SUPPLIED RECORDS:
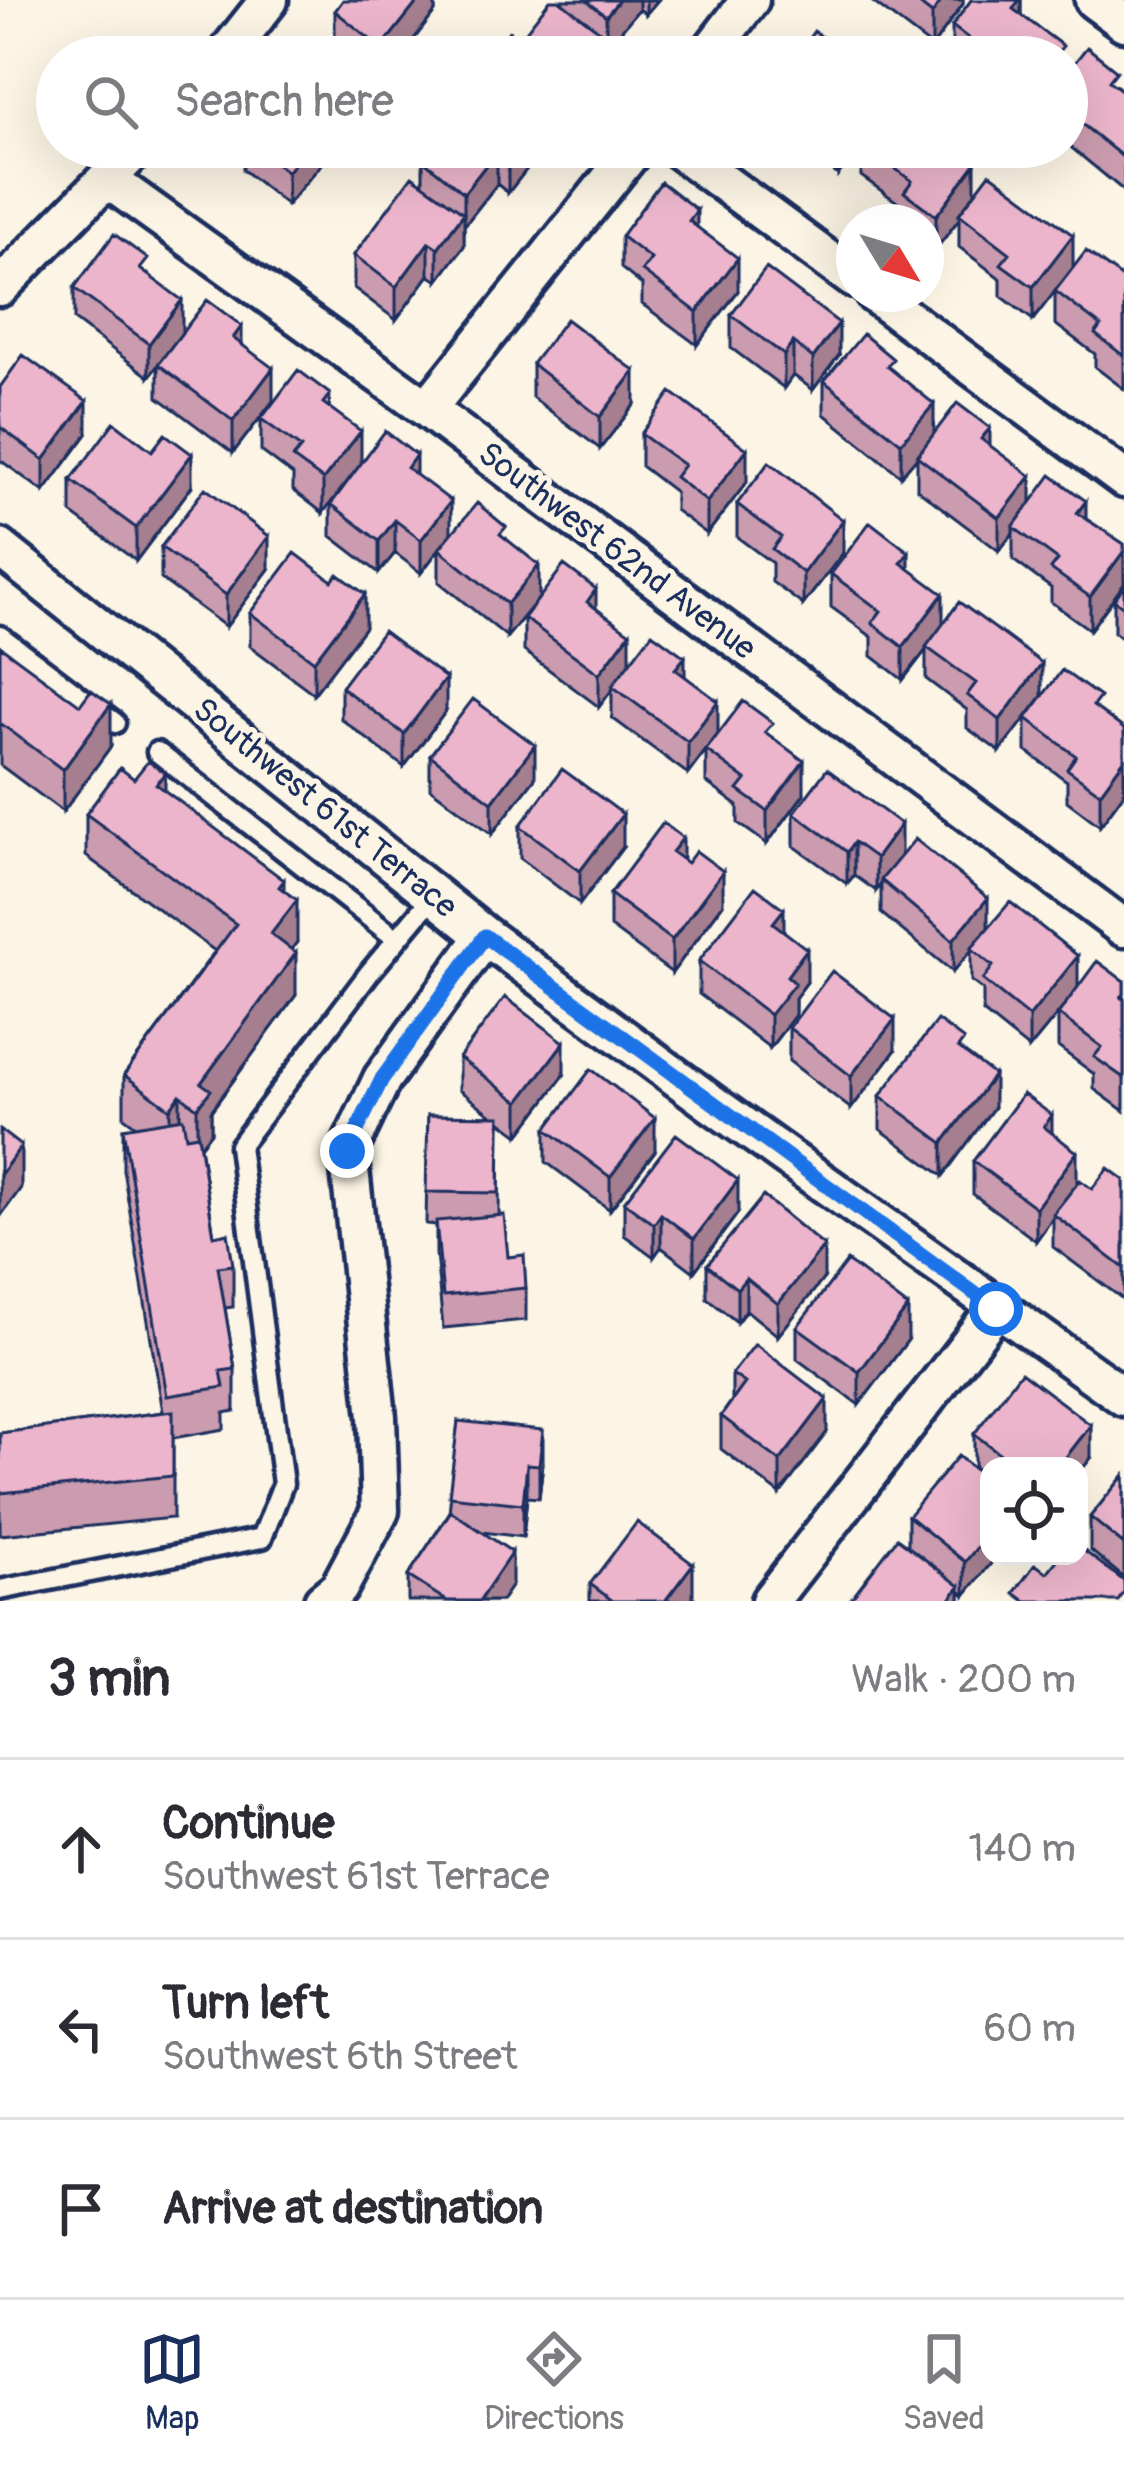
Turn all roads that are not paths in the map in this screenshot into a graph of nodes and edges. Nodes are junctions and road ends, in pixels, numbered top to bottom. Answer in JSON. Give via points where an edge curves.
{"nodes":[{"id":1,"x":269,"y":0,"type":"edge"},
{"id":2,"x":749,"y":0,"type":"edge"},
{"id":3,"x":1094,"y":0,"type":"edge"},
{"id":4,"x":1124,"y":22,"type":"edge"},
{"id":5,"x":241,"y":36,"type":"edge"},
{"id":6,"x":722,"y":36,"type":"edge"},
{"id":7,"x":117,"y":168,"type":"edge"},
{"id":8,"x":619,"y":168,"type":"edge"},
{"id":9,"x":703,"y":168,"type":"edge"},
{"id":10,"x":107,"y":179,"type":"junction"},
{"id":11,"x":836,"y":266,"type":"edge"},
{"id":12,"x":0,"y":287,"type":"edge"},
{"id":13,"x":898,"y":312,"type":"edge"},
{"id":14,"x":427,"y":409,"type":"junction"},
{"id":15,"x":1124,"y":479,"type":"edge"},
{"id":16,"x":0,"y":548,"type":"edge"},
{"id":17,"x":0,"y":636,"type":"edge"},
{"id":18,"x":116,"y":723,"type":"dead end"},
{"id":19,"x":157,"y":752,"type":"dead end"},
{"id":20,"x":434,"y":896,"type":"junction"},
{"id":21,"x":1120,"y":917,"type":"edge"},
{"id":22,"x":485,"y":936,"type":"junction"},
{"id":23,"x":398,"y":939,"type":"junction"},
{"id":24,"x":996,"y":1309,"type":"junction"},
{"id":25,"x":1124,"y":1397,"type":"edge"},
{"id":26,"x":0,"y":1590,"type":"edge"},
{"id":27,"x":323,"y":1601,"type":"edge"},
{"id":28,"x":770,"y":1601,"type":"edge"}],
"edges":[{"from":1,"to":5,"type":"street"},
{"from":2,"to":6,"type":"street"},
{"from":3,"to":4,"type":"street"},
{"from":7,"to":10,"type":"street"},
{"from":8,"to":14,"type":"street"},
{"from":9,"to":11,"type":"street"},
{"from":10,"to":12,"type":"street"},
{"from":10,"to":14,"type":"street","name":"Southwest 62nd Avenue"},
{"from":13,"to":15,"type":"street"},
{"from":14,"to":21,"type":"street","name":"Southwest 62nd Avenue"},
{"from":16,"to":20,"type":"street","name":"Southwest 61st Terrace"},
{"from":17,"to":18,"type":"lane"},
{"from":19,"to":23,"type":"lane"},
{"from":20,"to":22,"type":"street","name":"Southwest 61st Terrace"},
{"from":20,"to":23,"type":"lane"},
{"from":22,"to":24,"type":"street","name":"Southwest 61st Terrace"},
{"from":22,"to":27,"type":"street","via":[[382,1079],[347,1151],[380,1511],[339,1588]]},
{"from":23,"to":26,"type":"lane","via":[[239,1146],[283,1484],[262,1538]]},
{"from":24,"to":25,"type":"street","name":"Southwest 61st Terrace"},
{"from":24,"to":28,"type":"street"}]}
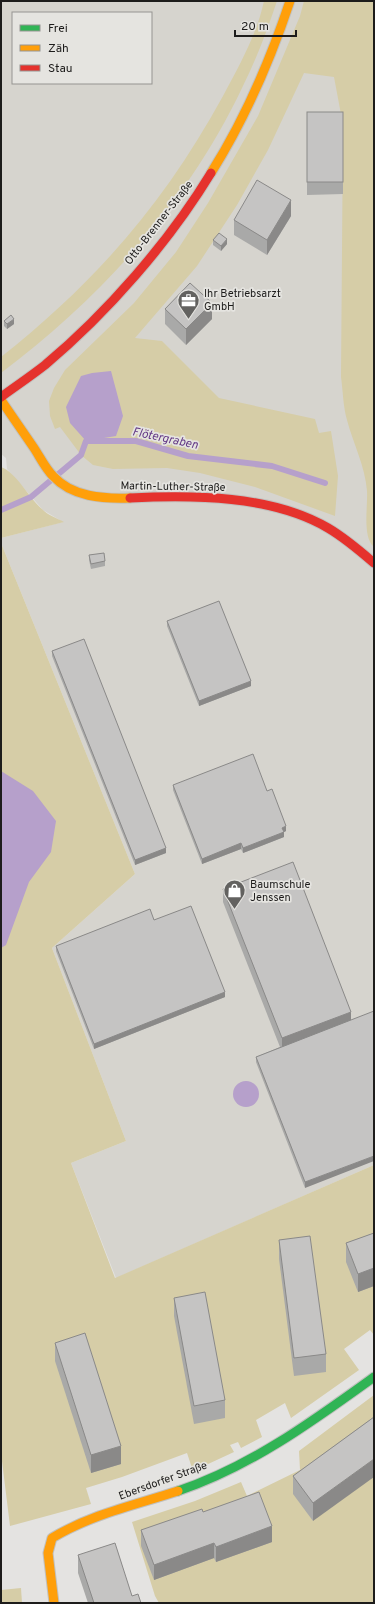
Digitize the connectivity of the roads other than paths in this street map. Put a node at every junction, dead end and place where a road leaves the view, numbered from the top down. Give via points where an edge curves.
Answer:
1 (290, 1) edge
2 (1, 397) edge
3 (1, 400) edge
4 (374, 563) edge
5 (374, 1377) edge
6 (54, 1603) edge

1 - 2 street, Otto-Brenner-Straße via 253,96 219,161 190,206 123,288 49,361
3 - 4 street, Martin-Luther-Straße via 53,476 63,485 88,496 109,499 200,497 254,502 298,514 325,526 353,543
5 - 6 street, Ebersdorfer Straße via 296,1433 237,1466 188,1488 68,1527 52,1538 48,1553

WHAT YOU WILL DO: Copy the listing exactly, omitting pictures.

EXERCISE SOLUTION:
Turn all roads that are not paths in the map in this screenshot into a graph of nodes and edges. Nodes are junctions and road ends, in pixels, numbered top to bottom. Answer in JSON. Give via points where an edge curves.
{"nodes":[{"id":1,"x":269,"y":0,"type":"edge"},
{"id":2,"x":749,"y":0,"type":"edge"},
{"id":3,"x":1094,"y":0,"type":"edge"},
{"id":4,"x":1124,"y":22,"type":"edge"},
{"id":5,"x":241,"y":36,"type":"edge"},
{"id":6,"x":722,"y":36,"type":"edge"},
{"id":7,"x":117,"y":168,"type":"edge"},
{"id":8,"x":619,"y":168,"type":"edge"},
{"id":9,"x":703,"y":168,"type":"edge"},
{"id":10,"x":107,"y":179,"type":"junction"},
{"id":11,"x":836,"y":266,"type":"edge"},
{"id":12,"x":0,"y":287,"type":"edge"},
{"id":13,"x":898,"y":312,"type":"edge"},
{"id":14,"x":427,"y":409,"type":"junction"},
{"id":15,"x":1124,"y":479,"type":"edge"},
{"id":16,"x":0,"y":548,"type":"edge"},
{"id":17,"x":0,"y":636,"type":"edge"},
{"id":18,"x":116,"y":723,"type":"dead end"},
{"id":19,"x":157,"y":752,"type":"dead end"},
{"id":20,"x":434,"y":896,"type":"junction"},
{"id":21,"x":1120,"y":917,"type":"edge"},
{"id":22,"x":485,"y":936,"type":"junction"},
{"id":23,"x":398,"y":939,"type":"junction"},
{"id":24,"x":996,"y":1309,"type":"junction"},
{"id":25,"x":1124,"y":1397,"type":"edge"},
{"id":26,"x":0,"y":1590,"type":"edge"},
{"id":27,"x":323,"y":1601,"type":"edge"},
{"id":28,"x":770,"y":1601,"type":"edge"}],
"edges":[{"from":1,"to":5,"type":"street"},
{"from":2,"to":6,"type":"street"},
{"from":3,"to":4,"type":"street"},
{"from":7,"to":10,"type":"street"},
{"from":8,"to":14,"type":"street"},
{"from":9,"to":11,"type":"street"},
{"from":10,"to":12,"type":"street"},
{"from":10,"to":14,"type":"street","name":"Southwest 62nd Avenue"},
{"from":13,"to":15,"type":"street"},
{"from":14,"to":21,"type":"street","name":"Southwest 62nd Avenue"},
{"from":16,"to":20,"type":"street","name":"Southwest 61st Terrace"},
{"from":17,"to":18,"type":"lane"},
{"from":19,"to":23,"type":"lane"},
{"from":20,"to":22,"type":"street","name":"Southwest 61st Terrace"},
{"from":20,"to":23,"type":"lane"},
{"from":22,"to":24,"type":"street","name":"Southwest 61st Terrace"},
{"from":22,"to":27,"type":"street","via":[[382,1079],[347,1151],[380,1511],[339,1588]]},
{"from":23,"to":26,"type":"lane","via":[[239,1146],[283,1484],[262,1538]]},
{"from":24,"to":25,"type":"street","name":"Southwest 61st Terrace"},
{"from":24,"to":28,"type":"street"}]}
Digitize the connectivity of the roads other than paths in this street map. Put a node at every junction, dead end and place where a road leaves the view, numbered from the top down. Give via points where an edge curves.
Answer:
1 (290, 1) edge
2 (1, 397) edge
3 (1, 400) edge
4 (374, 563) edge
5 (374, 1377) edge
6 (54, 1603) edge

1 - 2 street, Otto-Brenner-Straße via 253,96 219,161 190,206 123,288 49,361
3 - 4 street, Martin-Luther-Straße via 53,476 63,485 88,496 109,499 200,497 254,502 298,514 325,526 353,543
5 - 6 street, Ebersdorfer Straße via 296,1433 237,1466 188,1488 68,1527 52,1538 48,1553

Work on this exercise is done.